PlayStation immediately put out a statement apologizing for the unexpected advisory and published new details clarifying the feature.
"PlayStation gamers learned about this new function in an unexpected way following the recent PS4 8.00 system update," Catherine Jensen, Sony Interactive Entertainment's vice president for global consumer experience, said in a blog post on Friday. "We didn’t clearly communicate this feature or explain why we were introducing it, and we apologize for that."
Jensen explained that PS5 players who choose to file a harassment report will now be able to include an up to 40 second-long Voice Chat clip, which includes 20 seconds of the main conversation with other players and an additional 10 seconds before and after the conversation selection.
"Only the most recent five minutes of a Voice Chat will be available for a player to use for this reporting function," Jensen added. "These reports can be submitted directly through the PS5 console, and will be sent to our Consumer Experience team for moderation, who will then listen to the recording and take action, if needed."

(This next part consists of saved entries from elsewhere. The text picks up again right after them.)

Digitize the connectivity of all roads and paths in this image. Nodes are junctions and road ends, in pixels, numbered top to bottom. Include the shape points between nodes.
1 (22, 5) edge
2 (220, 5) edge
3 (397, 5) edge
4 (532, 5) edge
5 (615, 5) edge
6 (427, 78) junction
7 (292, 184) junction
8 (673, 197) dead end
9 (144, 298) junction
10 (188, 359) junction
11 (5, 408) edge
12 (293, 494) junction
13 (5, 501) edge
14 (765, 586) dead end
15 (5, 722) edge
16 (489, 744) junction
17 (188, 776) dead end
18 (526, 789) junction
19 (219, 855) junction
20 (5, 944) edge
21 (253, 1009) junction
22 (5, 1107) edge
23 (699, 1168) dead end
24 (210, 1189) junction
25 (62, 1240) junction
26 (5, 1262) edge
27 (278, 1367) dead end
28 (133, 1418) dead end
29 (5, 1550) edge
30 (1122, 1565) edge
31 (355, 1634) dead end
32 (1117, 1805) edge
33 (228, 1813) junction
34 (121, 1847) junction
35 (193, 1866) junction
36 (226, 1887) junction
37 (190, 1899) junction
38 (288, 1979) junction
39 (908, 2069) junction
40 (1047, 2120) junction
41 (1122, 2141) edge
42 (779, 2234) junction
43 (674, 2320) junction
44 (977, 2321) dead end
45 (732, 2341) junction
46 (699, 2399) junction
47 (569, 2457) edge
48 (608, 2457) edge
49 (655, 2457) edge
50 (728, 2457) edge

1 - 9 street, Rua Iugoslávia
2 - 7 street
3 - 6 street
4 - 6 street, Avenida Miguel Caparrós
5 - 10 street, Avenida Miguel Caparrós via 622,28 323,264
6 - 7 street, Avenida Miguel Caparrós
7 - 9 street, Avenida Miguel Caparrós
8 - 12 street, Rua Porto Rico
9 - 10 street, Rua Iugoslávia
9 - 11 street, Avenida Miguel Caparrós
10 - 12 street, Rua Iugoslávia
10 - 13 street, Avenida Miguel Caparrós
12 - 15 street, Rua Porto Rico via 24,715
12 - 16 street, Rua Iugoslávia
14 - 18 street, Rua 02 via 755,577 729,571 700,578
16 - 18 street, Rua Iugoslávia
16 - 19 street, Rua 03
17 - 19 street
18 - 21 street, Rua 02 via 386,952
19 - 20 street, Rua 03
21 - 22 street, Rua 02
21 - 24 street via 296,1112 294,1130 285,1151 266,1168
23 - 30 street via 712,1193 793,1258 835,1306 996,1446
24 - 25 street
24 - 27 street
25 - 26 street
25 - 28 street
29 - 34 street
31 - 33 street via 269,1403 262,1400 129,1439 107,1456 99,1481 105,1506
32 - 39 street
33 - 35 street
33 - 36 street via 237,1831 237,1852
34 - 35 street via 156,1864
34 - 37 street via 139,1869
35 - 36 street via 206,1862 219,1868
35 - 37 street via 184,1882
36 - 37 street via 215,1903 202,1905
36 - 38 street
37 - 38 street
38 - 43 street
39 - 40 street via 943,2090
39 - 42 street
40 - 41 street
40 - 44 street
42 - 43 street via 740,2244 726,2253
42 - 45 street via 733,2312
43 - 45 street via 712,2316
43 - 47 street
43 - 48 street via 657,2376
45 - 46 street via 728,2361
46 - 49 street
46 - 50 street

While Jensen noted that players will be unable to opt-out of the new feature in order to ensure all users feel safe while playing with others online, she stressed that the company will not be eavesdropping on player's conversations.
"Please note that this feature will not actively monitor or listen in on your conversations – ever – and it’s strictly reserved for reporting online abuse or harassment," Jensen said.
In addition, the company said in a tweet on Saturday that it is looking into feedback from players on the change and will keep them posted on any updates.
The PS5 is set to launch on Nov. 12 in the U.S., Japan, Canada, Mexico, Australia, New Zealand, and South Korea before being unveiled to the rest of the world on Nov. 19. Preorders for the gaming console are available now.
The PS5 will cost $499.99 for its standard edition and $399.99 for its digital edition.